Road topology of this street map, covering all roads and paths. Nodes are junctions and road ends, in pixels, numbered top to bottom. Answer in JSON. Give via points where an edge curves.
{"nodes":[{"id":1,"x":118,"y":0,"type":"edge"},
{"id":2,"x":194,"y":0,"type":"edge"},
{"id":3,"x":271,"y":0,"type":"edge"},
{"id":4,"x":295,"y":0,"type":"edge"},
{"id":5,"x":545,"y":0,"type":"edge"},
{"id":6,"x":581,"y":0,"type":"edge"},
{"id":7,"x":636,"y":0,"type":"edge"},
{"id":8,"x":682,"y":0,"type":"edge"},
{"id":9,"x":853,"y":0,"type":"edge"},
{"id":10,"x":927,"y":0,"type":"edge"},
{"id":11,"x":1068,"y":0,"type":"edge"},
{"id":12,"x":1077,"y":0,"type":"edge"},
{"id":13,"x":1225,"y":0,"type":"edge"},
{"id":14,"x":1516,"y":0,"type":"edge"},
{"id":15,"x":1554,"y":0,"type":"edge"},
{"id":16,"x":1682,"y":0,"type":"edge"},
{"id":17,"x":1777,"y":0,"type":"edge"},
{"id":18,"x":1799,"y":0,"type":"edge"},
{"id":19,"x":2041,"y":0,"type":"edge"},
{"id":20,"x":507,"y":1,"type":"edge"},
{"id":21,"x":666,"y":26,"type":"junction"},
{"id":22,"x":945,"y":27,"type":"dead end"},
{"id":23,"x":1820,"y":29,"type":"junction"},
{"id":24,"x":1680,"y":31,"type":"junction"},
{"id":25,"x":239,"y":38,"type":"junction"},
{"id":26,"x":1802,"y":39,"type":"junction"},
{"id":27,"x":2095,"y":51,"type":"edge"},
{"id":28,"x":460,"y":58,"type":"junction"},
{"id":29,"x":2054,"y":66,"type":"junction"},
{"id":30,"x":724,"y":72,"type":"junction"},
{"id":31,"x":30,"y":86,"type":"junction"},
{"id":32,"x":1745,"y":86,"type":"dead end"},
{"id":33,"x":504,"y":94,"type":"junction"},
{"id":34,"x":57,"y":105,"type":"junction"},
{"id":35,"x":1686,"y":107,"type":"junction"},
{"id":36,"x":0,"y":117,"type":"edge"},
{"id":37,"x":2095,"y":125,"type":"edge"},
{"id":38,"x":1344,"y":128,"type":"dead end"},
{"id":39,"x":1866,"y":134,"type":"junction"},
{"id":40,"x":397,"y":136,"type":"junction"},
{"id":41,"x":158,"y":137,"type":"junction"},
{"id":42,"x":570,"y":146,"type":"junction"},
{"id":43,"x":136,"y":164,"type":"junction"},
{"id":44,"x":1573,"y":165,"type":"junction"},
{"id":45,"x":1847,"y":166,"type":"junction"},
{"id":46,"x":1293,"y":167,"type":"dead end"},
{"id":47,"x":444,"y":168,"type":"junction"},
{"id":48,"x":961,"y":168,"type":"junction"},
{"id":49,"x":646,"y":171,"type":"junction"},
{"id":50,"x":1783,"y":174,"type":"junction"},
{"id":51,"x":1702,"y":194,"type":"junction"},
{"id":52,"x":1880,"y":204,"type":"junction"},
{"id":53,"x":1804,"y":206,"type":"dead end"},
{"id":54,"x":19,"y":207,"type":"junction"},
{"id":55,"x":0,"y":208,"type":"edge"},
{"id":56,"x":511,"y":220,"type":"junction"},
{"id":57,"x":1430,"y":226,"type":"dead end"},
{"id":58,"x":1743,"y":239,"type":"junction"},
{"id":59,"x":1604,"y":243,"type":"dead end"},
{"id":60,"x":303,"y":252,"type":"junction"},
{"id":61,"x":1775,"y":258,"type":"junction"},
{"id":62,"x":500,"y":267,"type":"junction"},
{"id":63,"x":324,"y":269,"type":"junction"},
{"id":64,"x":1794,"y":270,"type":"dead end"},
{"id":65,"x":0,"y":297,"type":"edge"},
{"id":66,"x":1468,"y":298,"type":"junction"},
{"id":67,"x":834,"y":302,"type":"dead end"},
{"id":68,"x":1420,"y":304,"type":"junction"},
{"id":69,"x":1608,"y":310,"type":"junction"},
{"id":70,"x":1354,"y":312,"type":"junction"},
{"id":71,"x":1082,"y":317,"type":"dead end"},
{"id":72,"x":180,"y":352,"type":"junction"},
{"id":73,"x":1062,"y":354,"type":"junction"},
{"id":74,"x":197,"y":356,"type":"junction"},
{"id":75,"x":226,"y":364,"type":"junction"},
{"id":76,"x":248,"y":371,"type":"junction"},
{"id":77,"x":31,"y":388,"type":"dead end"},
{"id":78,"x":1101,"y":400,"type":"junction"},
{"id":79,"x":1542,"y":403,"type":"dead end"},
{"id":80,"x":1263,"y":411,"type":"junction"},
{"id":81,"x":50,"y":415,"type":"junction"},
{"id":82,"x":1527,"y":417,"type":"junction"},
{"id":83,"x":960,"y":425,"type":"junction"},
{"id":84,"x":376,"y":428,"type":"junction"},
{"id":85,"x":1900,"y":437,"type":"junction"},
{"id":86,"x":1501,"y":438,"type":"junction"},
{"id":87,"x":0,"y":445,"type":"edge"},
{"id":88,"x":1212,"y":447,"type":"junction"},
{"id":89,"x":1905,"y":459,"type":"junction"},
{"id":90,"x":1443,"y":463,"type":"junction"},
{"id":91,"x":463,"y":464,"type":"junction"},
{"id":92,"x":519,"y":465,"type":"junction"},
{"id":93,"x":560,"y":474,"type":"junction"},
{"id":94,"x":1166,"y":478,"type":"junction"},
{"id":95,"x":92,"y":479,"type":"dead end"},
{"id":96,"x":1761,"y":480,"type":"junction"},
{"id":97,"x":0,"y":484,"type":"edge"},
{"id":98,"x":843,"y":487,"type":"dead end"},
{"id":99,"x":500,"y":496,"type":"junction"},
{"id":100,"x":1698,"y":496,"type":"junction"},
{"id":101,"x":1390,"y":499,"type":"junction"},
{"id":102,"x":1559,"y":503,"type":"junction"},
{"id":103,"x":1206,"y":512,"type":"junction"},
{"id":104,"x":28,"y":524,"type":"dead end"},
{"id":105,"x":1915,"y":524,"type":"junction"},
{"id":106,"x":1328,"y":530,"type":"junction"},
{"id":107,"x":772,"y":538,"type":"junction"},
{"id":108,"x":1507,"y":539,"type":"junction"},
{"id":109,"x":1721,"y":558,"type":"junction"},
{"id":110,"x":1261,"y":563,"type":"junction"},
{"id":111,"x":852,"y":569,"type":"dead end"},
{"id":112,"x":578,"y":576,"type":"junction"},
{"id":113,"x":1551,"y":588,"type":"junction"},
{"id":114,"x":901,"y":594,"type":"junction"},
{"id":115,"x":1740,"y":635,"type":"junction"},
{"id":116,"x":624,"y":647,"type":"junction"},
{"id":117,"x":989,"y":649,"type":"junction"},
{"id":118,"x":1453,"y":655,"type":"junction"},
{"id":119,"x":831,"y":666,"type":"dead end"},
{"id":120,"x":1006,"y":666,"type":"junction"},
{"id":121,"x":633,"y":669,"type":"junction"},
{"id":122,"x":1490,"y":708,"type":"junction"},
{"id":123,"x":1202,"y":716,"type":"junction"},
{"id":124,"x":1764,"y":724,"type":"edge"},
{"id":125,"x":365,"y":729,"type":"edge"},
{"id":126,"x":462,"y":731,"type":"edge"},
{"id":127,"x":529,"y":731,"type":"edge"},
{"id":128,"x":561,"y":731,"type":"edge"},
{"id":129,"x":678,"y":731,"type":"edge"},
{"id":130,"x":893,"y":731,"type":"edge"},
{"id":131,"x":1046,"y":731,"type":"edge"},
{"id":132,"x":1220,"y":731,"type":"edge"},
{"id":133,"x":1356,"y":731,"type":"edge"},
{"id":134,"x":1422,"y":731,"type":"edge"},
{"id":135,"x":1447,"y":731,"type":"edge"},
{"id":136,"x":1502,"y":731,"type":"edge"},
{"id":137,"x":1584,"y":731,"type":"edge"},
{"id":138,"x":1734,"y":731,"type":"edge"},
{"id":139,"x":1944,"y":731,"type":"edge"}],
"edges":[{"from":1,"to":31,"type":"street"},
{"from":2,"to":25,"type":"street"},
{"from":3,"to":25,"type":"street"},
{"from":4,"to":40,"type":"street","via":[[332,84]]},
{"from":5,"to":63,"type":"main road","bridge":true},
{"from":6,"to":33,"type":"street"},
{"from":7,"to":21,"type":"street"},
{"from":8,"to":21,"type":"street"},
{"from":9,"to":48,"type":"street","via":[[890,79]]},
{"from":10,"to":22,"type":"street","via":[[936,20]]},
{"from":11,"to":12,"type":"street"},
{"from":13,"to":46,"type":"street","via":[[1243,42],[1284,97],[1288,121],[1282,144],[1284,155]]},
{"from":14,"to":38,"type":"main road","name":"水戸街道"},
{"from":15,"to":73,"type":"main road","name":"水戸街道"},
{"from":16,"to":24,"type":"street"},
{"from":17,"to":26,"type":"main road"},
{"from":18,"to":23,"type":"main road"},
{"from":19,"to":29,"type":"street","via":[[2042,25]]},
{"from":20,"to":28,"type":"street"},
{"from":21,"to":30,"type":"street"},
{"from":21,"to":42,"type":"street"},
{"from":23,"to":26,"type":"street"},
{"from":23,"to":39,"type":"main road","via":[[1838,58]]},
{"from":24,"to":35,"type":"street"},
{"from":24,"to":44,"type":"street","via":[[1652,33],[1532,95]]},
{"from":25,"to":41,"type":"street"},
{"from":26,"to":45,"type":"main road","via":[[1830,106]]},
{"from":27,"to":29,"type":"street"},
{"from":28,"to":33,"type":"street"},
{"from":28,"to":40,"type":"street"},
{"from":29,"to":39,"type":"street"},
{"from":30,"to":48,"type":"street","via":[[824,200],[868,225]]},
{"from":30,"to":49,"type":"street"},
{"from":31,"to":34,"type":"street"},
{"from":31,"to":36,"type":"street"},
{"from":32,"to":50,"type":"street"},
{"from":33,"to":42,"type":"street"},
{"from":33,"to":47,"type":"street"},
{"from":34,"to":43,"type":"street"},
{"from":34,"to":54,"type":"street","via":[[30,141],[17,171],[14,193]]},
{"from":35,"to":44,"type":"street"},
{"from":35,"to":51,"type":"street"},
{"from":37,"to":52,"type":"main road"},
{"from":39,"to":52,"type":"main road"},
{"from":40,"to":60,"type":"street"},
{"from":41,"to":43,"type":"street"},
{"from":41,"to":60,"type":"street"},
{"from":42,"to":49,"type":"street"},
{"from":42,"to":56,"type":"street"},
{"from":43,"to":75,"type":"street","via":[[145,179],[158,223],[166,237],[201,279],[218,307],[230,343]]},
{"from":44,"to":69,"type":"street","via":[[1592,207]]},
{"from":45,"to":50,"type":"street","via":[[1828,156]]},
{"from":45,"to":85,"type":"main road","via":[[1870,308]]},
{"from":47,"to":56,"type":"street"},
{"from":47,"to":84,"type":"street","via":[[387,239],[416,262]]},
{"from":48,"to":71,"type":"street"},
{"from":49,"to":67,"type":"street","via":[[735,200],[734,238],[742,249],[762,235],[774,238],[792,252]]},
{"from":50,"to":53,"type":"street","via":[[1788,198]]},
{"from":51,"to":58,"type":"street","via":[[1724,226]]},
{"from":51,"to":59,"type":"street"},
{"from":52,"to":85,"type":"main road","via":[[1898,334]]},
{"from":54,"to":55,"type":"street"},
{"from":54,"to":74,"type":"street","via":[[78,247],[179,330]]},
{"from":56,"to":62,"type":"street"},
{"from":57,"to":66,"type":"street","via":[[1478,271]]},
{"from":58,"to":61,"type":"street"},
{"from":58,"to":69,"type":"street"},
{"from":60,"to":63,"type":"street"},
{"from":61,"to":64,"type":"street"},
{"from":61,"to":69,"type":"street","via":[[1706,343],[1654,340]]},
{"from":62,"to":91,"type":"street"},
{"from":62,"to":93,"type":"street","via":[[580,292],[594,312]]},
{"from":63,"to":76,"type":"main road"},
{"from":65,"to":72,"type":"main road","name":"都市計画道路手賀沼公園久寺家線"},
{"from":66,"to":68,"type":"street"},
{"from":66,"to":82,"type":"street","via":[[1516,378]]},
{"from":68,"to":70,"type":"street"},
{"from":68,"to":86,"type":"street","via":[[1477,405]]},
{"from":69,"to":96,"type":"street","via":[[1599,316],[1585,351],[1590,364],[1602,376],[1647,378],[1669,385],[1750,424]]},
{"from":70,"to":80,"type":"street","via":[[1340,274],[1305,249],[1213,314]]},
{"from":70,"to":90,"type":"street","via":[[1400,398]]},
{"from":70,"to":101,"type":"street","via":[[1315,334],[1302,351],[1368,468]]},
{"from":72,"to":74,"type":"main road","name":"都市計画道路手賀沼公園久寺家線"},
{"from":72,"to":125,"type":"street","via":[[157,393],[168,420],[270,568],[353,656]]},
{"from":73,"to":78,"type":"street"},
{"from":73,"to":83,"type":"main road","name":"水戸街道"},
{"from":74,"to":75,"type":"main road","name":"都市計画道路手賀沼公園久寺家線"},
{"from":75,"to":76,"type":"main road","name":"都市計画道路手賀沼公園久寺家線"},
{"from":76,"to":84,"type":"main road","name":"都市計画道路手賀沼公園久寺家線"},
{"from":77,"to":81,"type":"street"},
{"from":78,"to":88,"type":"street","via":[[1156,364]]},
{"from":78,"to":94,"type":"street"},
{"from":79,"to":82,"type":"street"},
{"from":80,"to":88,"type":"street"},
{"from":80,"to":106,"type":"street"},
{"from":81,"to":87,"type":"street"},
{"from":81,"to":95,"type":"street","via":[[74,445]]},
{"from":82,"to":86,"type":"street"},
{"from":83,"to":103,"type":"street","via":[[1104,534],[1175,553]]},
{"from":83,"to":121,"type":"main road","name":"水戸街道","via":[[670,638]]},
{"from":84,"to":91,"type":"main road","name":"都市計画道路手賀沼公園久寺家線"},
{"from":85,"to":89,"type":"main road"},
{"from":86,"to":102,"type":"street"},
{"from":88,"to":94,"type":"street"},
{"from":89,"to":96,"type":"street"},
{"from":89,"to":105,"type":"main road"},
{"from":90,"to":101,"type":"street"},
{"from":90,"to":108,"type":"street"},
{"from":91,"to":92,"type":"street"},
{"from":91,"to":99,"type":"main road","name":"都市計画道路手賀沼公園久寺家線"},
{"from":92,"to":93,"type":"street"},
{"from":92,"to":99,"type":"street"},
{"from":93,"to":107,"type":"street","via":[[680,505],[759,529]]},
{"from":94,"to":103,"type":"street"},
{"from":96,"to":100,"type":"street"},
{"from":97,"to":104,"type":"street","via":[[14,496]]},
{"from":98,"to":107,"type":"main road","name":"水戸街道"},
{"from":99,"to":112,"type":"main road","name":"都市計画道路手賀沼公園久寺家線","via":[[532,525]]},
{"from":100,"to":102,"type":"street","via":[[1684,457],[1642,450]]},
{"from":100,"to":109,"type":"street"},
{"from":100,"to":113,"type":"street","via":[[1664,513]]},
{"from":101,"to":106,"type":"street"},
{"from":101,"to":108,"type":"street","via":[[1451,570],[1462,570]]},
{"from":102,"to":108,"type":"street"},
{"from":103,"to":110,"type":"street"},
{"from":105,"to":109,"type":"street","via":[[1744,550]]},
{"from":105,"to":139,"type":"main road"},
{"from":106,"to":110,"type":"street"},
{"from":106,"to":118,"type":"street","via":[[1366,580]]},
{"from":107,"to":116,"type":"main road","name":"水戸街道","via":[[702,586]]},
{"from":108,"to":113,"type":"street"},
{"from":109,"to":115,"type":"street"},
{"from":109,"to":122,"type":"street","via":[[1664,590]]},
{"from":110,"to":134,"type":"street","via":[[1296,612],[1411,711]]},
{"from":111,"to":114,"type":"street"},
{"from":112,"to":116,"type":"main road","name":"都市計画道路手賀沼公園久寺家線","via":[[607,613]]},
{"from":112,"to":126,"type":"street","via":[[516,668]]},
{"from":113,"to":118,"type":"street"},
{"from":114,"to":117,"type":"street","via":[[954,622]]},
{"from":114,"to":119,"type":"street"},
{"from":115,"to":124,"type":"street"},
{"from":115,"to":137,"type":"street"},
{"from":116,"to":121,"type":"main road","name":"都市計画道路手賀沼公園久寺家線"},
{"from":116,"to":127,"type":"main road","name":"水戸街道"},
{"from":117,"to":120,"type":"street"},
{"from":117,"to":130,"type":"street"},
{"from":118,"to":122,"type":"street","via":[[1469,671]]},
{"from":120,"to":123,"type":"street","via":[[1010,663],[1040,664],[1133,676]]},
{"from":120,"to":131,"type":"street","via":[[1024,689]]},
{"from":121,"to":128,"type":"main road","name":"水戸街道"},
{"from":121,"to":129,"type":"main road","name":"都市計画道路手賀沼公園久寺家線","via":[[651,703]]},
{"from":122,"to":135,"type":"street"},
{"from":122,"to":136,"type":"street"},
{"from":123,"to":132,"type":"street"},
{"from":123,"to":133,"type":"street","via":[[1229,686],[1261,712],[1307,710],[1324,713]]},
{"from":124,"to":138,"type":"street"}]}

- **WHAT YOU ARE ASKED TO DO**
Show a copy of each line from the records above in which the string "都市計画道路手賀沼公園久寺家線" occurs.

- **RESULT OF THIS TASK**
{"from":65,"to":72,"type":"main road","name":"都市計画道路手賀沼公園久寺家線"},
{"from":72,"to":74,"type":"main road","name":"都市計画道路手賀沼公園久寺家線"},
{"from":74,"to":75,"type":"main road","name":"都市計画道路手賀沼公園久寺家線"},
{"from":75,"to":76,"type":"main road","name":"都市計画道路手賀沼公園久寺家線"},
{"from":76,"to":84,"type":"main road","name":"都市計画道路手賀沼公園久寺家線"},
{"from":84,"to":91,"type":"main road","name":"都市計画道路手賀沼公園久寺家線"},
{"from":91,"to":99,"type":"main road","name":"都市計画道路手賀沼公園久寺家線"},
{"from":99,"to":112,"type":"main road","name":"都市計画道路手賀沼公園久寺家線","via":[[532,525]]},
{"from":112,"to":116,"type":"main road","name":"都市計画道路手賀沼公園久寺家線","via":[[607,613]]},
{"from":116,"to":121,"type":"main road","name":"都市計画道路手賀沼公園久寺家線"},
{"from":121,"to":129,"type":"main road","name":"都市計画道路手賀沼公園久寺家線","via":[[651,703]]},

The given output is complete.